Segment Start: SUPPLIED RECORDS

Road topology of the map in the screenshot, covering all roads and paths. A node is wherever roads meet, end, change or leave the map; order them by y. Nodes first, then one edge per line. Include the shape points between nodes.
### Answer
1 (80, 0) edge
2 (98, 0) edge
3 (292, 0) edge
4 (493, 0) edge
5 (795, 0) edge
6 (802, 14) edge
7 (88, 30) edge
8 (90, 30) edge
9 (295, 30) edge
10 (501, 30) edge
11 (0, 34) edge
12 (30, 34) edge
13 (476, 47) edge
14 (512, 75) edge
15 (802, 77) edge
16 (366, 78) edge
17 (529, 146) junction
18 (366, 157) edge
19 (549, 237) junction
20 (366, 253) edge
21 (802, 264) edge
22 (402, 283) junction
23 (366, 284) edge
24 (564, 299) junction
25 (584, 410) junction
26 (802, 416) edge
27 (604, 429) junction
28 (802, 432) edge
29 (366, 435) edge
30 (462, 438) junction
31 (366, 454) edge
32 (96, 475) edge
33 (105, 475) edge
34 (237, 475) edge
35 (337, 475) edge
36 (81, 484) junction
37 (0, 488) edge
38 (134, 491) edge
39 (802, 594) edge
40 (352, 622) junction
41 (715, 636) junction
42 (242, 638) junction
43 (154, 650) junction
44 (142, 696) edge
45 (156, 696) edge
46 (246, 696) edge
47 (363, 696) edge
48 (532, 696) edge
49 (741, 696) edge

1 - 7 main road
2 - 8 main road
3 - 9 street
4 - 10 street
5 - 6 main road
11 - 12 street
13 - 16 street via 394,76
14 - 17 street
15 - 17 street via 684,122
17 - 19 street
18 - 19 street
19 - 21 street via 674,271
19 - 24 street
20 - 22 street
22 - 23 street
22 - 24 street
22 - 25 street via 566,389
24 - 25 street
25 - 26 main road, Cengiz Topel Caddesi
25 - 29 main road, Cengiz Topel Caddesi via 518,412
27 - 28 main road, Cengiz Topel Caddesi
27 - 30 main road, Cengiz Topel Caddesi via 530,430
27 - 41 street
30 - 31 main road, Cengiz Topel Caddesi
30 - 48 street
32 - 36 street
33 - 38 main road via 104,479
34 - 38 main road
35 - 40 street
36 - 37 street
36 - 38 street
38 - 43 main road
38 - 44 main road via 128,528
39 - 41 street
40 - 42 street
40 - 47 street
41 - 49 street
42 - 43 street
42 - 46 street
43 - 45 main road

Segment End: SUPPLIED RECORDS

Return each entry from the material above exactly as it appears.

Road topology of the map in the screenshot, covering all roads and paths. A node is wherever roads meet, end, change or leave the map; order them by y. Nodes first, then one edge per line. Include the shape points between nodes.
### Answer
1 (80, 0) edge
2 (98, 0) edge
3 (292, 0) edge
4 (493, 0) edge
5 (795, 0) edge
6 (802, 14) edge
7 (88, 30) edge
8 (90, 30) edge
9 (295, 30) edge
10 (501, 30) edge
11 (0, 34) edge
12 (30, 34) edge
13 (476, 47) edge
14 (512, 75) edge
15 (802, 77) edge
16 (366, 78) edge
17 (529, 146) junction
18 (366, 157) edge
19 (549, 237) junction
20 (366, 253) edge
21 (802, 264) edge
22 (402, 283) junction
23 (366, 284) edge
24 (564, 299) junction
25 (584, 410) junction
26 (802, 416) edge
27 (604, 429) junction
28 (802, 432) edge
29 (366, 435) edge
30 (462, 438) junction
31 (366, 454) edge
32 (96, 475) edge
33 (105, 475) edge
34 (237, 475) edge
35 (337, 475) edge
36 (81, 484) junction
37 (0, 488) edge
38 (134, 491) edge
39 (802, 594) edge
40 (352, 622) junction
41 (715, 636) junction
42 (242, 638) junction
43 (154, 650) junction
44 (142, 696) edge
45 (156, 696) edge
46 (246, 696) edge
47 (363, 696) edge
48 (532, 696) edge
49 (741, 696) edge

1 - 7 main road
2 - 8 main road
3 - 9 street
4 - 10 street
5 - 6 main road
11 - 12 street
13 - 16 street via 394,76
14 - 17 street
15 - 17 street via 684,122
17 - 19 street
18 - 19 street
19 - 21 street via 674,271
19 - 24 street
20 - 22 street
22 - 23 street
22 - 24 street
22 - 25 street via 566,389
24 - 25 street
25 - 26 main road, Cengiz Topel Caddesi
25 - 29 main road, Cengiz Topel Caddesi via 518,412
27 - 28 main road, Cengiz Topel Caddesi
27 - 30 main road, Cengiz Topel Caddesi via 530,430
27 - 41 street
30 - 31 main road, Cengiz Topel Caddesi
30 - 48 street
32 - 36 street
33 - 38 main road via 104,479
34 - 38 main road
35 - 40 street
36 - 37 street
36 - 38 street
38 - 43 main road
38 - 44 main road via 128,528
39 - 41 street
40 - 42 street
40 - 47 street
41 - 49 street
42 - 43 street
42 - 46 street
43 - 45 main road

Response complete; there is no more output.